BEGIN

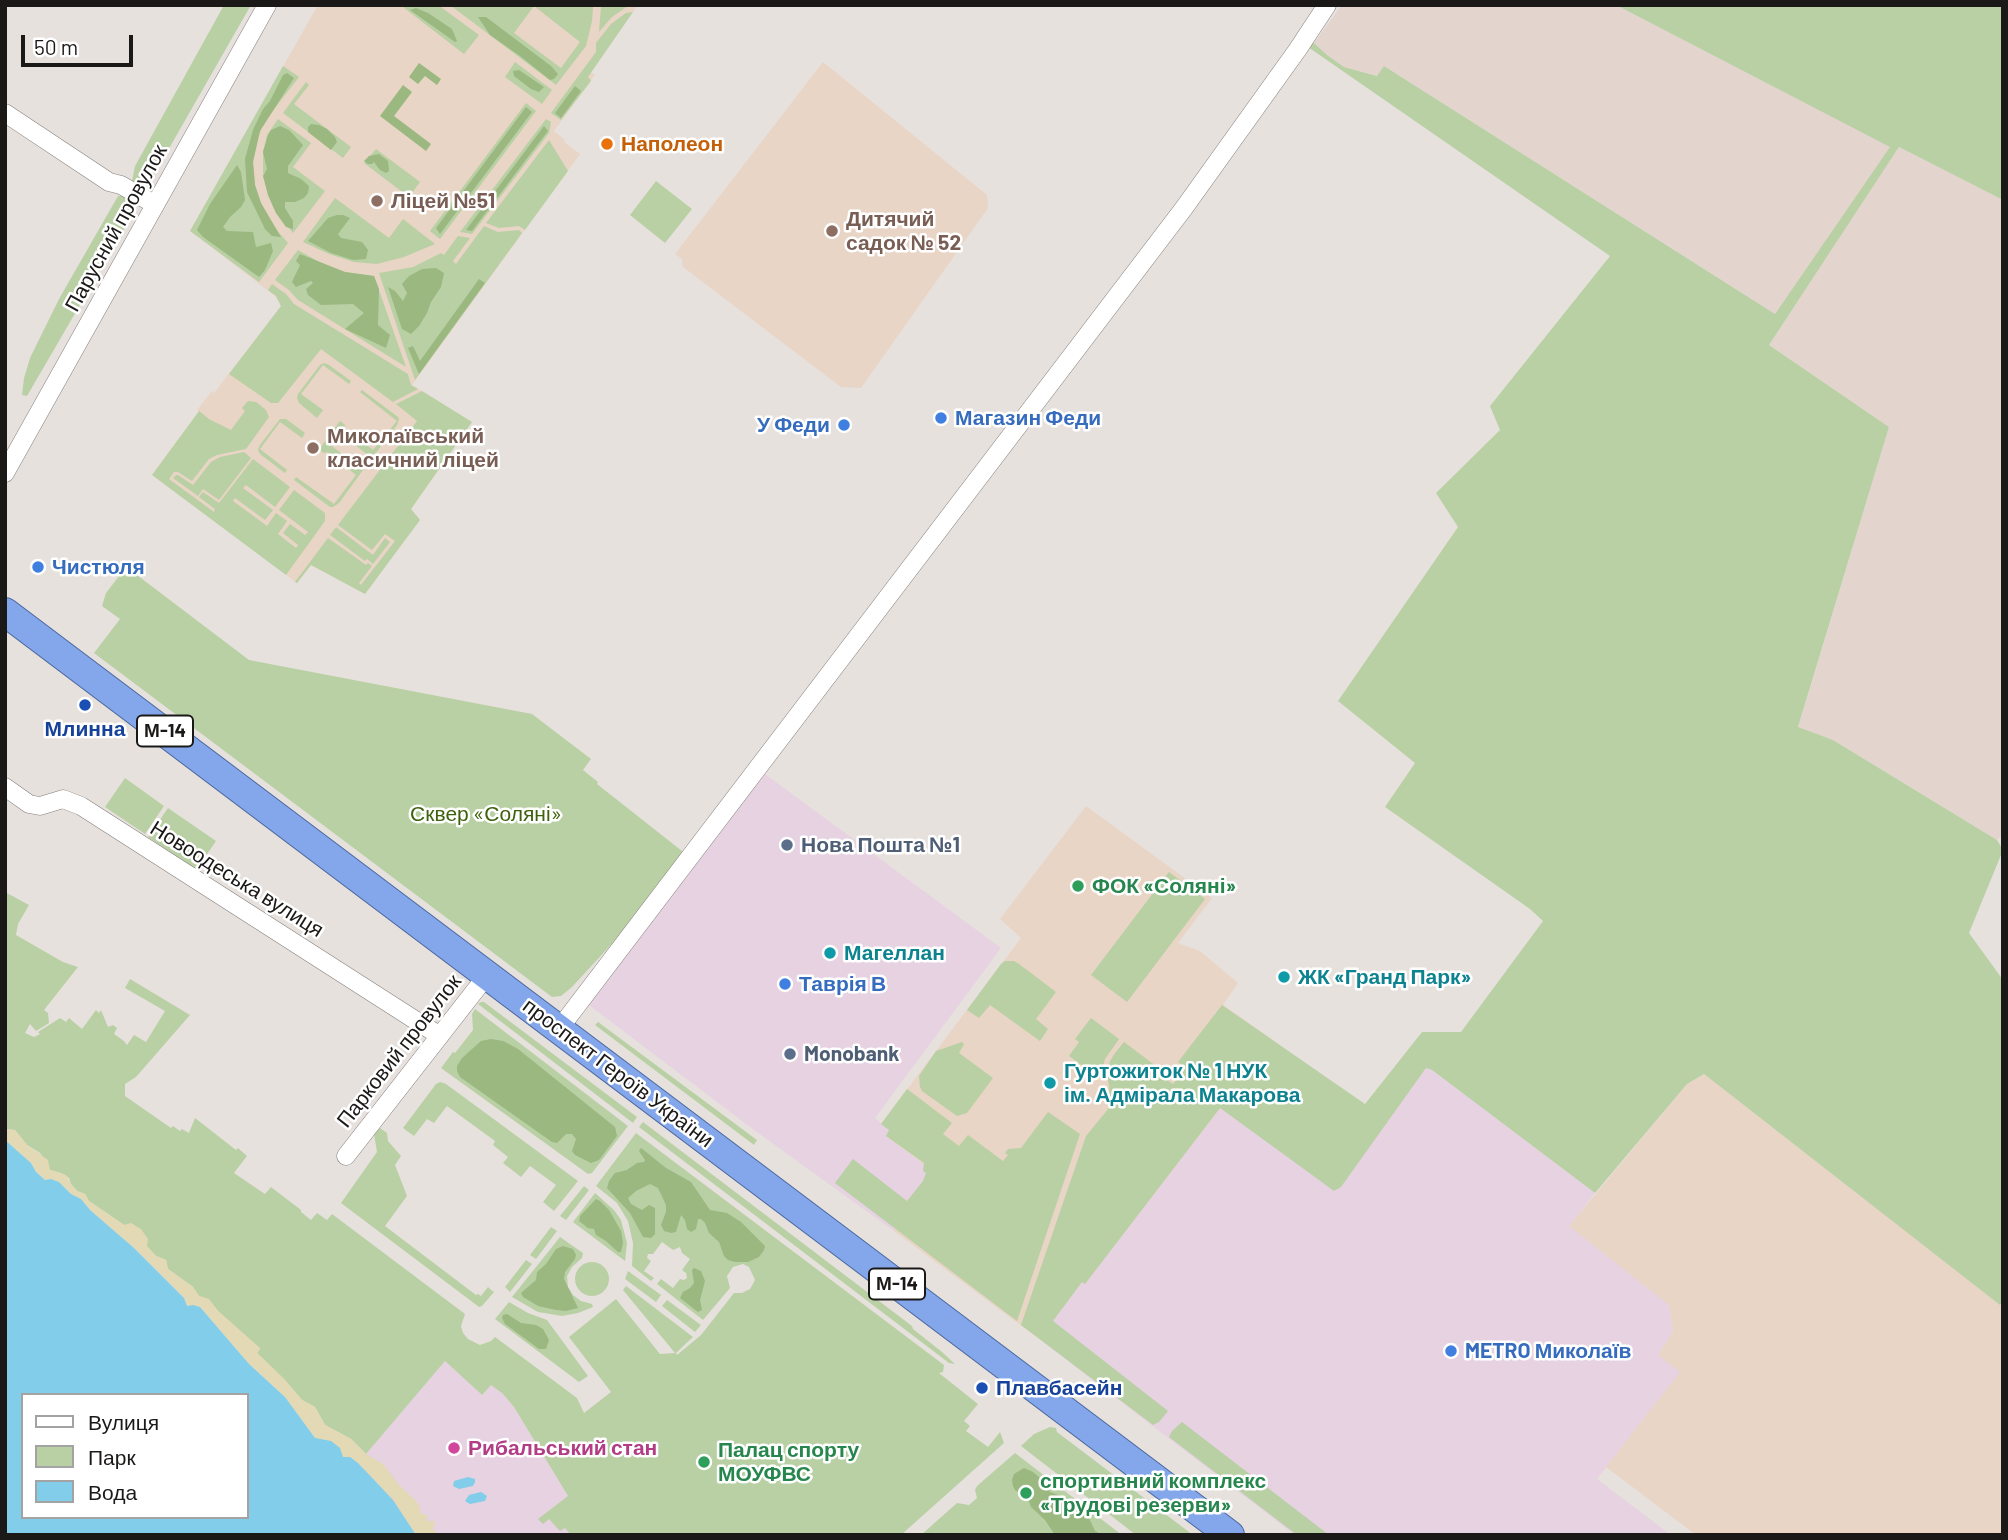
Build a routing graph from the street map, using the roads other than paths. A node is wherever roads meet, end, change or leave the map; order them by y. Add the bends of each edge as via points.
1 (267, 5) edge
2 (1327, 5) edge
3 (5, 113) edge
4 (154, 204) junction
5 (5, 473) edge
6 (5, 612) edge
7 (5, 787) edge
8 (488, 974) junction
9 (559, 1029) junction
10 (440, 1036) junction
11 (346, 1156) dead end
12 (1230, 1535) edge

1 - 4 street, Парусний провулок
2 - 9 street via 1184,208
3 - 4 street via 108,182
4 - 5 street, Парусний провулок
6 - 8 highway, проспект Героїв України / М-14
7 - 10 street, Новоодеська вулиця via 29,804 40,806 62,799 81,807
8 - 9 highway, проспект Героїв України / М-14
8 - 10 street, Парковий провулок
9 - 12 highway, проспект Героїв України / М-14
10 - 11 street, Парковий провулок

END

WHAT THE TASK REQUIRES: Excluding images, return all of the records above word for word.

RESPONSE AREA:
Build a routing graph from the street map, using the roads other than paths. A node is wherever roads meet, end, change or leave the map; order them by y. Add the bends of each edge as via points.
1 (267, 5) edge
2 (1327, 5) edge
3 (5, 113) edge
4 (154, 204) junction
5 (5, 473) edge
6 (5, 612) edge
7 (5, 787) edge
8 (488, 974) junction
9 (559, 1029) junction
10 (440, 1036) junction
11 (346, 1156) dead end
12 (1230, 1535) edge

1 - 4 street, Парусний провулок
2 - 9 street via 1184,208
3 - 4 street via 108,182
4 - 5 street, Парусний провулок
6 - 8 highway, проспект Героїв України / М-14
7 - 10 street, Новоодеська вулиця via 29,804 40,806 62,799 81,807
8 - 9 highway, проспект Героїв України / М-14
8 - 10 street, Парковий провулок
9 - 12 highway, проспект Героїв України / М-14
10 - 11 street, Парковий провулок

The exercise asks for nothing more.